* Work required *
Could you restate every entry word for word, minus the pictures?

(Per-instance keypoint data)
++++++++

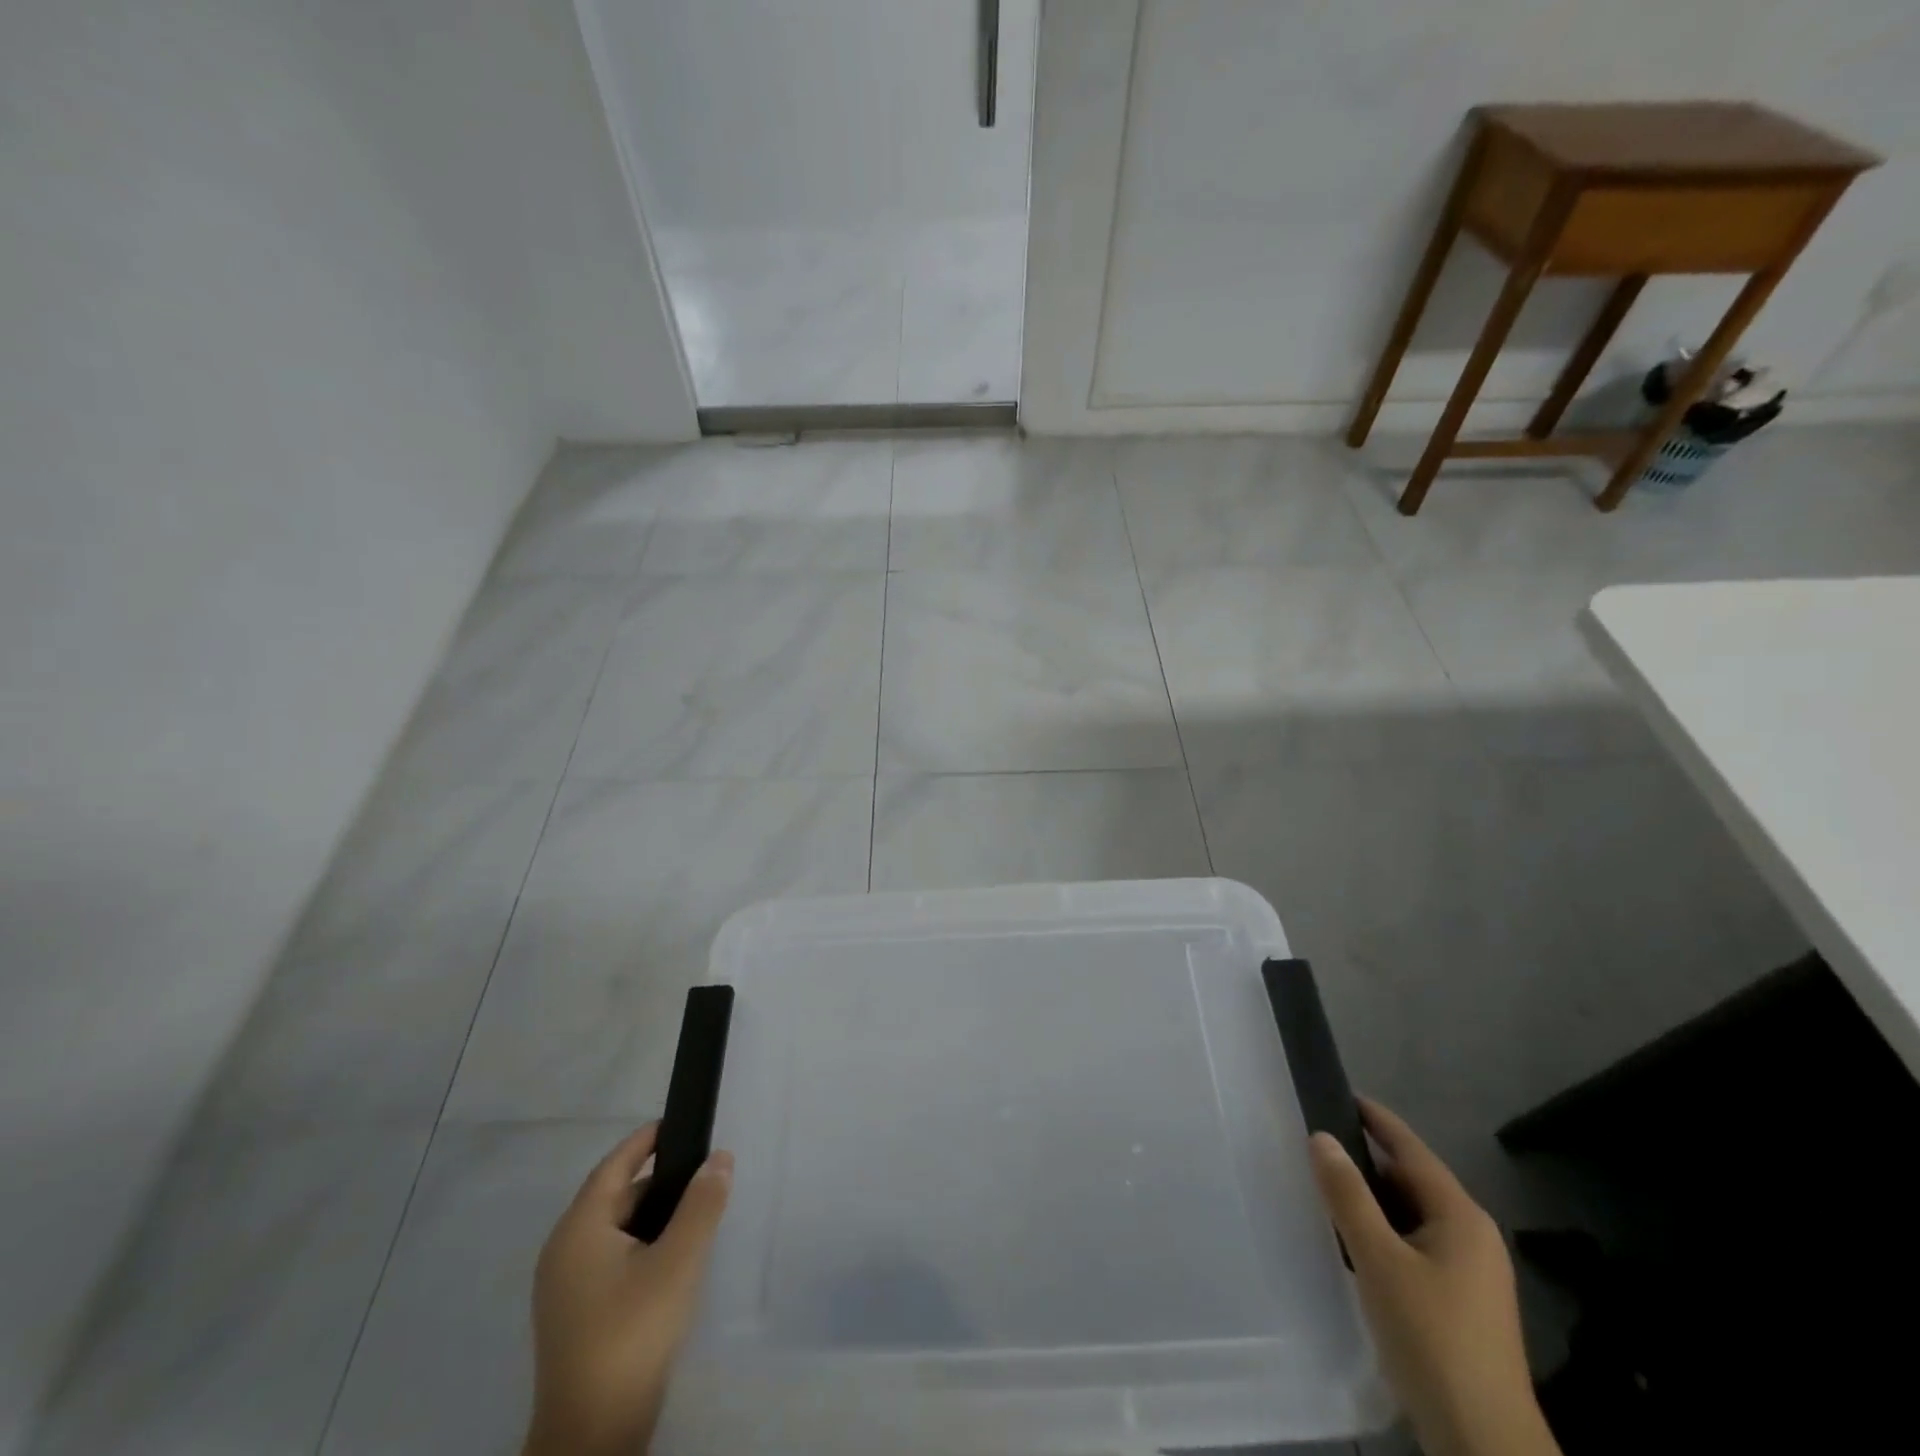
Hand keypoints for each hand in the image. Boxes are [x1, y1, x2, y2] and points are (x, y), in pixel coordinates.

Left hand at [523, 1125, 732, 1455]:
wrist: (591, 1436)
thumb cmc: (632, 1333)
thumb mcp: (679, 1261)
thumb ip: (702, 1203)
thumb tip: (719, 1157)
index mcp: (579, 1229)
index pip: (614, 1165)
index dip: (646, 1140)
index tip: (679, 1123)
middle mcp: (563, 1251)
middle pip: (614, 1197)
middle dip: (658, 1181)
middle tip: (702, 1173)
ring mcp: (564, 1288)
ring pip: (614, 1231)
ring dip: (652, 1216)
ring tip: (696, 1213)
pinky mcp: (574, 1316)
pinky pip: (610, 1259)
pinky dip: (641, 1245)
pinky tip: (672, 1259)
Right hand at [1309, 1099, 1559, 1455]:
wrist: (1485, 1442)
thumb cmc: (1431, 1337)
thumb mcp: (1379, 1259)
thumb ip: (1348, 1195)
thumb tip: (1322, 1137)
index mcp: (1461, 1217)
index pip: (1412, 1149)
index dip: (1377, 1119)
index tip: (1341, 1092)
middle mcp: (1473, 1236)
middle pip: (1413, 1181)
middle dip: (1368, 1161)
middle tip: (1318, 1143)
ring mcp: (1473, 1273)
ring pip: (1413, 1216)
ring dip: (1374, 1200)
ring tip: (1327, 1186)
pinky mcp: (1464, 1303)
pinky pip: (1417, 1245)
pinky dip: (1385, 1232)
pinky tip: (1355, 1242)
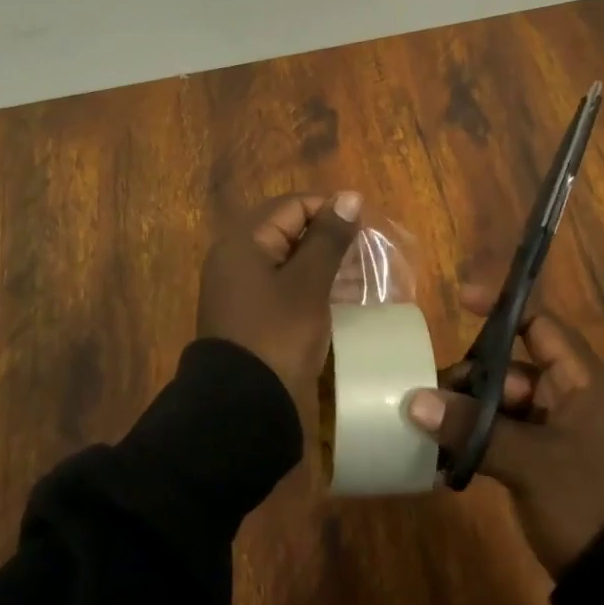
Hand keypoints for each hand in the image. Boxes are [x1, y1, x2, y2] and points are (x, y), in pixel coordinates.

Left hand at [198, 191, 363, 404]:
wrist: (243, 409)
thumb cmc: (278, 335)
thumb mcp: (308, 284)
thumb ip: (329, 238)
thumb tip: (349, 196)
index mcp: (244, 241)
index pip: (292, 206)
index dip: (330, 210)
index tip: (366, 228)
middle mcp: (237, 257)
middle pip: (289, 231)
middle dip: (329, 239)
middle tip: (367, 254)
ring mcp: (241, 289)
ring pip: (289, 261)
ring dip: (324, 264)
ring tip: (362, 277)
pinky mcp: (250, 316)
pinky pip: (284, 287)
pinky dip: (311, 287)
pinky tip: (342, 299)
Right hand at [407, 285, 603, 574]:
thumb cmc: (591, 502)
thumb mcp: (531, 462)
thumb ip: (473, 428)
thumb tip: (416, 401)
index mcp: (582, 382)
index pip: (540, 325)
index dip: (503, 308)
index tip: (461, 300)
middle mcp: (571, 400)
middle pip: (512, 368)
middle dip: (472, 378)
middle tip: (431, 397)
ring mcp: (559, 436)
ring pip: (505, 406)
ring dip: (470, 414)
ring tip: (431, 430)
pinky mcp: (548, 468)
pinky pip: (506, 438)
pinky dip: (479, 441)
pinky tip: (446, 457)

++++++++

* Answer section *
Hand keypoints for each hand in the image. Boxes are [x1, y1, x2, y2] and points are (x, y), in pixel coordinates.

Left hand at [523, 1125, 732, 1455]:
wrist: (591, 1436)
thumb cmc: (632, 1333)
thumb mcp: (679, 1261)
thumb ip: (702, 1203)
thumb tip: (719, 1157)
index mcp: (579, 1229)
index pip: (614, 1165)
index dip: (646, 1140)
index tip: (679, 1123)
middle mcp: (563, 1251)
middle pip: (614, 1197)
middle dip: (658, 1181)
middle tip: (702, 1173)
ring mcp: (564, 1288)
ring pip: (614, 1231)
ring dip: (652, 1216)
ring tip: (696, 1213)
pinky mcp: (574, 1316)
pinky pip: (610, 1259)
pinky dip: (641, 1245)
pinky tip: (672, 1259)
Right hand at [1309, 1099, 1559, 1455]:
wrist: (1485, 1442)
thumb cmc: (1431, 1337)
thumb mcp: (1379, 1259)
thumb ip: (1348, 1195)
thumb tip: (1322, 1137)
index mcp: (1461, 1217)
index pip: (1412, 1149)
index dip: (1377, 1119)
index tip: (1341, 1092)
middle mcp: (1473, 1236)
middle pip: (1413, 1181)
middle dip: (1368, 1161)
middle tip: (1318, 1143)
ring mcp: (1473, 1273)
ring pip: (1413, 1216)
ring dip: (1374, 1200)
ring tip: (1327, 1186)
pinky mcp: (1464, 1303)
pinky pip: (1417, 1245)
pinky dip: (1385, 1232)
pinky tip: (1355, 1242)
Hand keypoints for each hand in the image. Boxes are [x1, y1, x2, y2] and points are (x, y), in pixel coordinates.

Left hand at [198, 191, 363, 404]:
wrist: (243, 409)
thumb cmc: (278, 335)
thumb mcp: (308, 284)
thumb ip: (329, 238)
thumb tip: (349, 196)
index mcp: (244, 241)
index pip: (292, 206)
index dip: (330, 210)
index tip: (366, 228)
middle mcp: (237, 257)
middle pip: (289, 231)
middle dip: (329, 239)
middle tip: (367, 254)
ring mcp: (241, 289)
ring pip: (289, 261)
ring dip: (324, 264)
ring tip: (362, 277)
pinky mcp: (250, 316)
pinky pip: (284, 287)
pinky dip: (311, 287)
pinky tip: (342, 299)
Right hand at [407, 285, 603, 574]:
thumb cmc: (591, 502)
thumb mcp: (531, 462)
thumb ip: (473, 428)
thumb tip: (416, 401)
index mcp: (582, 382)
index pip: (540, 325)
index dip: (503, 308)
index tip: (461, 300)
middle mcp: (571, 400)
middle pip: (512, 368)
middle dip: (472, 378)
middle tip: (431, 397)
ring mcp: (559, 436)
ring pip: (505, 406)
ring dip: (470, 414)
ring tip: (431, 430)
pinky mcp: (548, 468)
pinky pip: (506, 438)
pinky dip: (479, 441)
pinky tip: (446, 457)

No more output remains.